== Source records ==
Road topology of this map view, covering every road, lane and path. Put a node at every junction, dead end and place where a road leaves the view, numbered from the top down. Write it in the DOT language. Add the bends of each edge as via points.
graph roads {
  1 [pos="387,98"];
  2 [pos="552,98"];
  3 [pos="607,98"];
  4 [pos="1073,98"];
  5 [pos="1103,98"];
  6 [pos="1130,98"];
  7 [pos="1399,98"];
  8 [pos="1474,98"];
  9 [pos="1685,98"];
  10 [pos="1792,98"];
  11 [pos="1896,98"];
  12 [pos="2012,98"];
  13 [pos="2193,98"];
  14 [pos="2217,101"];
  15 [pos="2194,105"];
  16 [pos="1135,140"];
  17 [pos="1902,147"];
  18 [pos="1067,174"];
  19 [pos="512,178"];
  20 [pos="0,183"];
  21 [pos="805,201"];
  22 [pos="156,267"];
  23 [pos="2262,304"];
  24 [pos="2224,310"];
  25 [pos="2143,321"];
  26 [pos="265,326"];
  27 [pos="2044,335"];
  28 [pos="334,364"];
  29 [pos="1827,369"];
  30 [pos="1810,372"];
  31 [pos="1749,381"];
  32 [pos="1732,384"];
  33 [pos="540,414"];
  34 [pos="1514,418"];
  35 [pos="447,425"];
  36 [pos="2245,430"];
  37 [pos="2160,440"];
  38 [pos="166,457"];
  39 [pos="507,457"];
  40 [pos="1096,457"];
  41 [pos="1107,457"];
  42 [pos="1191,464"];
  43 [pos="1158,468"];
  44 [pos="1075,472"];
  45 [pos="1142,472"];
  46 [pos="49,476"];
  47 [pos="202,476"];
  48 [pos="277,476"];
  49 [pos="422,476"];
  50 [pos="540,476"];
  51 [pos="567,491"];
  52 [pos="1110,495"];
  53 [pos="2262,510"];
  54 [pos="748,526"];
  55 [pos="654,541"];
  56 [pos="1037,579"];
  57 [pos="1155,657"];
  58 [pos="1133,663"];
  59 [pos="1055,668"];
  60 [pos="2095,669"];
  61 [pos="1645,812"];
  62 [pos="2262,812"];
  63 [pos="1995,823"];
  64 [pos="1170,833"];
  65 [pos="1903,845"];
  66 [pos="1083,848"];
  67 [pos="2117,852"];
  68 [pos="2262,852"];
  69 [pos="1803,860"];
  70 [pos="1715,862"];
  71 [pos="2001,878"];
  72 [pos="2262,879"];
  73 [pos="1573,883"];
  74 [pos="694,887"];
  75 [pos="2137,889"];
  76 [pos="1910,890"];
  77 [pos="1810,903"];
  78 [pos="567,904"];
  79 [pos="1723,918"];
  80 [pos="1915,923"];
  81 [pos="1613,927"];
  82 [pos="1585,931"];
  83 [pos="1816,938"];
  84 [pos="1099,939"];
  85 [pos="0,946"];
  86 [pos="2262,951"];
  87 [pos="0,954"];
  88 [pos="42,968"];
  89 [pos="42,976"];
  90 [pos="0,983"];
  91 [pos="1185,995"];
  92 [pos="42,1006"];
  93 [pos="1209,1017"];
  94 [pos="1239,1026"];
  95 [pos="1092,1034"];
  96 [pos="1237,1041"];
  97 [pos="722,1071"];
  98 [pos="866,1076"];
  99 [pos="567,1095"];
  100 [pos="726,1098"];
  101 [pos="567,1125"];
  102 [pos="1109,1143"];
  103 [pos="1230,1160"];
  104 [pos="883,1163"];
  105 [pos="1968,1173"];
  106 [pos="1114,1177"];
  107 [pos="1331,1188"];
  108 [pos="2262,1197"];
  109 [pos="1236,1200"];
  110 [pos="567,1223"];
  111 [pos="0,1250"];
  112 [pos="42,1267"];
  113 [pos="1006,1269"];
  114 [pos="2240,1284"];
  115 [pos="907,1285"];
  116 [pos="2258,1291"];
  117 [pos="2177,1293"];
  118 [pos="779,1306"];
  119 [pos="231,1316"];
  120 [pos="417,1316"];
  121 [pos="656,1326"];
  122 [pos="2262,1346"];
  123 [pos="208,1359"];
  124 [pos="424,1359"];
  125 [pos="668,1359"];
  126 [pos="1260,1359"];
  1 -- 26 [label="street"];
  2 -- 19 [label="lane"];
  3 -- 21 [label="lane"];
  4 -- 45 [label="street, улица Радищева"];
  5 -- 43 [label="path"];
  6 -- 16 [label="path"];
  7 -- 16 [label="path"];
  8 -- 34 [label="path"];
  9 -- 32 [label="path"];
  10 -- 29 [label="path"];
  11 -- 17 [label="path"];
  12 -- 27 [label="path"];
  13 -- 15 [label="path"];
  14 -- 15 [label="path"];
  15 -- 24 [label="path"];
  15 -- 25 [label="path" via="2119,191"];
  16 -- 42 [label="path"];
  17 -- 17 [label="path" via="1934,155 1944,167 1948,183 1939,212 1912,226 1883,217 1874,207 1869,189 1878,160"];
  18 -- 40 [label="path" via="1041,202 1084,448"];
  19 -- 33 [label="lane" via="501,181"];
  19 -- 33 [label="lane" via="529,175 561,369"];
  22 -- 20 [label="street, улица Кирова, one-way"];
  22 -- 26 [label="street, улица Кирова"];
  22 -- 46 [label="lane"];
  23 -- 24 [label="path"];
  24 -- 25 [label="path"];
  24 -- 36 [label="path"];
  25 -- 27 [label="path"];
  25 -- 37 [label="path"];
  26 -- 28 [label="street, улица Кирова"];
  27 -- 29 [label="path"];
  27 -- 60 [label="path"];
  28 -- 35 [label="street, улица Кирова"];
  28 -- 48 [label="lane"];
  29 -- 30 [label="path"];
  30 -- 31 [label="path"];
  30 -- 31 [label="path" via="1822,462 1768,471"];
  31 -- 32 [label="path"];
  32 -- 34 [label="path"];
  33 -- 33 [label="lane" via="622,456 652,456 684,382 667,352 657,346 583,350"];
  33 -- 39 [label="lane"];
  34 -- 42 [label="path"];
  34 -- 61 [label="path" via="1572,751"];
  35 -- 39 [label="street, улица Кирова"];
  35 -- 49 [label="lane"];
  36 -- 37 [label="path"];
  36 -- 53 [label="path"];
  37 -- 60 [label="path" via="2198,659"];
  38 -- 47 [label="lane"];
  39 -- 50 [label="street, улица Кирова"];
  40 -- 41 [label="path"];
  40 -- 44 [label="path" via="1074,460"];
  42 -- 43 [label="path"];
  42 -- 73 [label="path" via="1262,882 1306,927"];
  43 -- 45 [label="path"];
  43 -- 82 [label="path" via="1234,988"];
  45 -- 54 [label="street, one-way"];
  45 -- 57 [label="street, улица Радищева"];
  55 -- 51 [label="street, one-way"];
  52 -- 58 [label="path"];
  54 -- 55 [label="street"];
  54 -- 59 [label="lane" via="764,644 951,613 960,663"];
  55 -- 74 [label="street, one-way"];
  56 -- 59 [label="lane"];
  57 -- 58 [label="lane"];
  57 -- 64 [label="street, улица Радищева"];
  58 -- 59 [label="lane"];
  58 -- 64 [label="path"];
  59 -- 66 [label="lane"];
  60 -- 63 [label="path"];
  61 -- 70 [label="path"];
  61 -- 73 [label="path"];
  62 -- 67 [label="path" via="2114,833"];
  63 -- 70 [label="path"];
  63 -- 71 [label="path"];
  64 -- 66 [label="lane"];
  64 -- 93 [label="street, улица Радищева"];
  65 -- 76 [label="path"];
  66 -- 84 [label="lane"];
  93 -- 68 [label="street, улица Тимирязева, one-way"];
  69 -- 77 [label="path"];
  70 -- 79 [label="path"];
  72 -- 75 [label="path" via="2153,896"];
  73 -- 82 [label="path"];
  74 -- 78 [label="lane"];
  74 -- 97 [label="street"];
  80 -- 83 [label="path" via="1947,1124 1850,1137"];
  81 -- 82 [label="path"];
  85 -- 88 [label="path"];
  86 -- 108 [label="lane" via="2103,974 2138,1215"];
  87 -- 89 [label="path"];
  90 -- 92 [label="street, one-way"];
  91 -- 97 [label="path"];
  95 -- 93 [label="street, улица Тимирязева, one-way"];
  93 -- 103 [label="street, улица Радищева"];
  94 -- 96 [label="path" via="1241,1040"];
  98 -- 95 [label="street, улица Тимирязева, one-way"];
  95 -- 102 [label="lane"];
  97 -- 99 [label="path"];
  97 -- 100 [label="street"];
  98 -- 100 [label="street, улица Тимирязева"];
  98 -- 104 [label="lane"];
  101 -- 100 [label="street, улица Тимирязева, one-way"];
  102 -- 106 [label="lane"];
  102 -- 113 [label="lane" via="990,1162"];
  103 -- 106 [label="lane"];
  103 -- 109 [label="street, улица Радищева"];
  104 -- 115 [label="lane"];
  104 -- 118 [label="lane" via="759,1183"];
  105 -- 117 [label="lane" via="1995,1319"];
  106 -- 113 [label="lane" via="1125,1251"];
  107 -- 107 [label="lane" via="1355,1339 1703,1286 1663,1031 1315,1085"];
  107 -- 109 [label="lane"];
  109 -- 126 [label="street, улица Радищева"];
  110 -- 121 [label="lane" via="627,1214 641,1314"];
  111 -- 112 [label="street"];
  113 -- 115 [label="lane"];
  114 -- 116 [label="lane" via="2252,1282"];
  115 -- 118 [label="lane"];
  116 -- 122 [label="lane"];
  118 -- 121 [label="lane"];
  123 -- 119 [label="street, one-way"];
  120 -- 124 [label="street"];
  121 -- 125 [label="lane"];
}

== Exercise ==
Return every line holding the word "Кирова" from the records.

== Result ==
  22 -- 20 [label="street, улица Кирова, one-way"];
  22 -- 26 [label="street, улица Кирова"];
  26 -- 28 [label="street, улица Кирова"];
  28 -- 35 [label="street, улица Кирова"];
  35 -- 39 [label="street, улица Кирова"];
  39 -- 50 [label="street, улица Кирова"];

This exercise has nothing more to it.